• [ASSIGNMENT]
Pick out the lines below with "turn" and list them.

[Collected data]
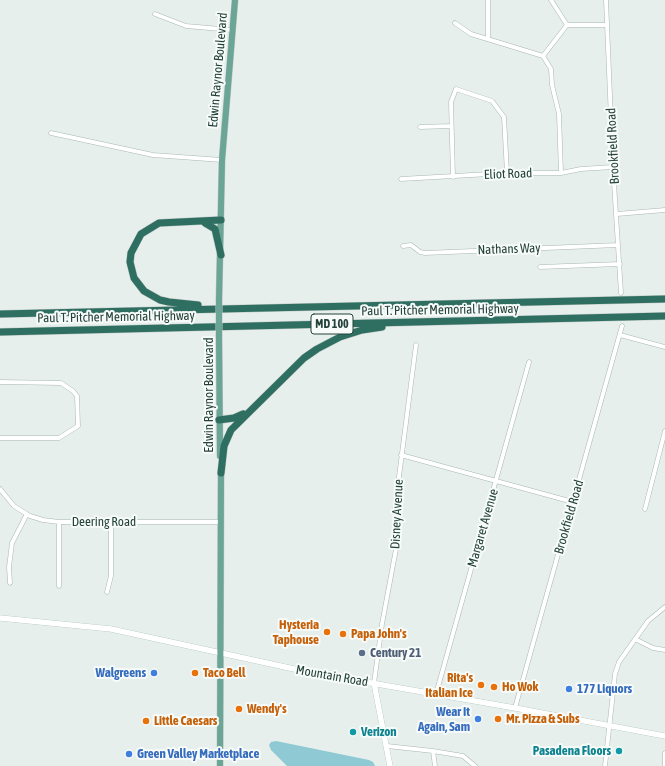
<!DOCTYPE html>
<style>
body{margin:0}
canvas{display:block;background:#e6efeb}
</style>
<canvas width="665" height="766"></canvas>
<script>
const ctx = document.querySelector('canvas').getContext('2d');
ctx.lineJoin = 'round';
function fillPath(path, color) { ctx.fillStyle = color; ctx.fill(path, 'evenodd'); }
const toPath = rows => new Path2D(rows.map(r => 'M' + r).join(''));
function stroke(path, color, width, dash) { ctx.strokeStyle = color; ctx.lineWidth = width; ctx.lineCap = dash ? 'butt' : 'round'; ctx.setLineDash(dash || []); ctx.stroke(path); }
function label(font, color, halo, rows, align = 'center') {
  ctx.font = font + ' "Asap Condensed",sans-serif'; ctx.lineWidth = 4; ctx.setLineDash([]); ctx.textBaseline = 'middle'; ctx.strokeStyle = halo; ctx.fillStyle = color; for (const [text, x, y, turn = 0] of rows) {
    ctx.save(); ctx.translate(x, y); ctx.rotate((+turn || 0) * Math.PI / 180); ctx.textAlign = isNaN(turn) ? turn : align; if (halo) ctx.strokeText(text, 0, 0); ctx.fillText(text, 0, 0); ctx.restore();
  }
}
fillPath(toPath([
 [276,741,369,760,373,762,375,766,287,766,271,750,269,745,271,742]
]), '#8ec9d4');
const street = toPath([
 [488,0,488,38],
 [551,0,567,25,607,25],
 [606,0,613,167,621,293],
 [155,14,186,26,232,30],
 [455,23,471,34,543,56,551,69,552,85,559,114,561,173],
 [543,56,567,25],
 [420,127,451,126],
 [51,133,153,155,222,160],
 [453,177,451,102,456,89,492,101,504,117,507,173],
 [401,179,507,173,561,173,581,169,613,167],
 [617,214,665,210],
 [403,246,411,245,420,252,425,253,618,245],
 [540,267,620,264],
 [620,335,665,347],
 [0,382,61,383,73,391,77,396,78,426,59,438,0,438],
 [401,455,573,502],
 [0,489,14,506,30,516,43,520,59,522,220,522],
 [645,509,665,431],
 [59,522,59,586],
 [10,583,9,567,12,543,27,514],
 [107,592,111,576,111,522],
 [635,639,653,648,665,650],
 [374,683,382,624,399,533,395,509,397,492,416,345],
 [436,694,529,362],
 [515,708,622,326],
 [387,746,433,751,463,756,475,766],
 [433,751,435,766],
 [605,766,615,674,619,662,648,621,665,607],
 [665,766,665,753]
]);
const secondary = toPath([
 [0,618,111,629,308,672,515,708,665,736],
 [374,683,390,766]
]);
const primary = toPath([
 [219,300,222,160,235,0],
 [219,336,220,456],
 [220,766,221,470]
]);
const highway = toPath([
 [205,223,215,229,221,255],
 [198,305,169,302,160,300,144,291,134,278,130,262,131,253,141,234,159,223,221,220],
 [0,314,665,299],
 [0,332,665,316],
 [219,420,234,418,243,414],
 [221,473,224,446,231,430,304,358,317,349,340,337,362,330,382,327]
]);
stroke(street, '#a8b8b2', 5);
stroke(secondary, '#a4bbb3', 6);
stroke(primary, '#c2cac8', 7);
stroke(highway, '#c2cac8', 8);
stroke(street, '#fff', 4);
stroke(secondary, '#fff', 5.5);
stroke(primary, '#6aa596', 6);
stroke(highway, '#2f6f62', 7);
const primaryBridge = toPath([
 [219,300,219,336]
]);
stroke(primaryBridge, '#c2cac8', 7, []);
stroke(primaryBridge, '#6aa596', 6);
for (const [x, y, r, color] of [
 [327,632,4,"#e8710a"],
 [343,634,4,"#e8710a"],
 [362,653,4,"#5c6f8a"],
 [154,673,4,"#3f7fe0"],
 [195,673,4,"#e8710a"],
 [481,685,4,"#e8710a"],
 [494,687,4,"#e8710a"],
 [569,689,4,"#3f7fe0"],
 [239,709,4,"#e8710a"],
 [478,719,4,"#3f7fe0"],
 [498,719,4,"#e8710a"],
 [146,721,4,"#e8710a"],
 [353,732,4,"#0f9aa8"],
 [619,751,4,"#0f9aa8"],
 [129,754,4,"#3f7fe0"]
]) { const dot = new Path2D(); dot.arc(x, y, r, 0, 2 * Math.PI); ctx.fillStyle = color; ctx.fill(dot); stroke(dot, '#f7fbf9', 1.5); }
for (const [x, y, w] of [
 [332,324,42]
]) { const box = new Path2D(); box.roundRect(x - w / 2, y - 10, w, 20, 3); ctx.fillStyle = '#f7fbf9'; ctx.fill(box); stroke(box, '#24423a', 1); }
label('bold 12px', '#24423a', null, [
 ["MD 100",332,324]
]);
label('13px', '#24423a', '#f7fbf9', [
 ["Edwin Raynor Boulevard",218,70,-85],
 ["Brookfield Road",613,146,-93],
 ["Eliot Road",508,174,-2],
 ["Nathans Way",509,249,-2],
 ["Paul T. Pitcher Memorial Highway",440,310,-1],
 ["Paul T. Pitcher Memorial Highway",116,317,-1],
 ["Edwin Raynor Boulevard",209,395,-90],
 ["Disney Avenue",397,514,-87],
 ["Brookfield Road",569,517,-74],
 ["Deering Road",104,522],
 ["Margaret Avenue",483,528,-74],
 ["Mountain Road",332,676,10]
]);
label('bold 13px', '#c56008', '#f7fbf9', [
 ["Hysteria",319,625,"right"],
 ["Taphouse",319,640,"right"],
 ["Papa John's",351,634],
 ["Taco Bell",203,673],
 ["Rita's",473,678,"right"],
 ["Italian Ice",473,693,"right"],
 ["Ho Wok",502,687],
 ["Wendy's",247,709],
 ["Mr. Pizza & Subs",506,719],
 ["Little Caesars",154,721]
], 'left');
label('bold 13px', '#4e5e75', '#f7fbf9', [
 ["Century 21",370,653]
], 'left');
label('bold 13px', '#366cbe', '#f7fbf9', [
 ["Walgreens",146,673],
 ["177 Liquors",577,689,"left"],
 ["Wear It",470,712],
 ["Again, Sam",470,727],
 ["Green Valley Marketplace",137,754,"left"]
], 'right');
label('bold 13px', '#0d838f', '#f7fbf9', [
 ["Verizon",361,732],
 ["Pasadena Floors",611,751,"right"]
], 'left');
</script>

• [EXERCISE SOLUTION]
  ctx.font = font + ' "Asap Condensed",sans-serif'; ctx.lineWidth = 4; ctx.setLineDash([]); ctx.textBaseline = 'middle'; ctx.strokeStyle = halo; ctx.fillStyle = color; for (const [text, x, y, turn = 0] of rows) {
    ctx.save(); ctx.translate(x, y); ctx.rotate((+turn || 0) * Math.PI / 180); ctx.textAlign = isNaN(turn) ? turn : align; if (halo) ctx.strokeText(text, 0, 0); ctx.fillText(text, 0, 0); ctx.restore();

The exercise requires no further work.